TASK
Would you retype all of these records exactly?

Records from a data collection:
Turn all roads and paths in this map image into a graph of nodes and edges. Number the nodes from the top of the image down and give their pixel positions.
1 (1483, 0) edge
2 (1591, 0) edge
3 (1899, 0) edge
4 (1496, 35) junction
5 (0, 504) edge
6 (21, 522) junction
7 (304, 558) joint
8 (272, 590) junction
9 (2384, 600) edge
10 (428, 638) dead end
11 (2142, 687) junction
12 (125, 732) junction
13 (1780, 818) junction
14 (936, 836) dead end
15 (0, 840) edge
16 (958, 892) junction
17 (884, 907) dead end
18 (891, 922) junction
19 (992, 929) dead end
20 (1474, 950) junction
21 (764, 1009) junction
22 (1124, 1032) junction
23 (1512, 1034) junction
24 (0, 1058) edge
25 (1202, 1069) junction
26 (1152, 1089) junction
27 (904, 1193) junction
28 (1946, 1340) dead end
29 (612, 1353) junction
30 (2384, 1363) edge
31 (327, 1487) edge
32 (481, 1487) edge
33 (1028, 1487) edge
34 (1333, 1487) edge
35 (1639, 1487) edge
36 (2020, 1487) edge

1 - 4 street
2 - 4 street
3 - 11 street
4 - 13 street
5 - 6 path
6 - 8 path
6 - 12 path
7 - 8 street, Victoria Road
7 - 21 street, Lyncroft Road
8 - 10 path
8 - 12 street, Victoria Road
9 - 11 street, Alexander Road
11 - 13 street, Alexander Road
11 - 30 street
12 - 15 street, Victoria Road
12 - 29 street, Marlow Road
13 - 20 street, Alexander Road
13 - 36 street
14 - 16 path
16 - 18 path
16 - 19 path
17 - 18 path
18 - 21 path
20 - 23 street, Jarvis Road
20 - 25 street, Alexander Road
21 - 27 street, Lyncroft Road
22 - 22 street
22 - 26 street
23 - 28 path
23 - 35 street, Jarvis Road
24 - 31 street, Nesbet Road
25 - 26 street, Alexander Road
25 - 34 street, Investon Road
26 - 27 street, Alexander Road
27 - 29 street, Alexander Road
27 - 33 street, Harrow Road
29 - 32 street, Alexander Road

ANSWER BELOW
Turn all roads and paths in this map image into a graph of nodes and edges. Number the nodes from the top of the image down and give their pixel positions.
1 (1483, 0) edge
2 (1591, 0) edge
3 (1899, 0) edge
4 (1496, 35) junction
5 (0, 504) edge
6 (21, 522) junction
7 (304, 558) joint
8 (272, 590) junction
9 (2384, 600) edge
10 (428, 638) dead end
11 (2142, 687) junction
12 (125, 732) junction
13 (1780, 818) junction
14 (936, 836) dead end
15 (0, 840) edge
16 (958, 892) junction
17 (884, 907) dead end
18 (891, 922) junction
19 (992, 929) dead end
20 (1474, 950) junction
21 (764, 1009) junction
22 (1124, 1032) junction
23 (1512, 1034) junction
24 (0, 1058) edge
25 (1202, 1069) junction
26 (1152, 1089) junction
27 (904, 1193) junction
28 (1946, 1340) dead end
29 (612, 1353) junction
30 (2384, 1363) edge
31 (327, 1487) edge
32 (481, 1487) edge
33 (1028, 1487) edge
34 (1333, 1487) edge
35 (1639, 1487) edge
36 (2020, 1487) edge

1 - 4 street
2 - 4 street
3 - 11 street
4 - 13 street
5 - 6 path
6 - 8 path
6 - 12 path
7 - 8 street, Victoria Road
7 - 21 street, Lyncroft Road
8 - 10 path
8 - 12 street, Victoria Road
9 - 11 street, Alexander Road
11 - 13 street, Alexander Road
11 - 30 street
12 - 15 street, Victoria Road
12 - 29 street, Marlow Road
13 - 20 street, Alexander Road
13 - 36 street
14 - 16 path
16 - 18 path
16 - 19 path
17 - 18 path
18 - 21 path
20 - 23 street, Jarvis Road
20 - 25 street, Alexander Road
21 - 27 street, Lyncroft Road
22 - 22 street
22 - 26 street
23 - 28 path
23 - 35 street, Jarvis Road
24 - 31 street, Nesbet Road
25 - 26 street, Alexander Road
25 - 34 street, Investon Road
26 - 27 street, Alexander Road
27 - 29 street, Alexander Road
27 - 33 street, Harrow Road
29 - 32 street, Alexander Road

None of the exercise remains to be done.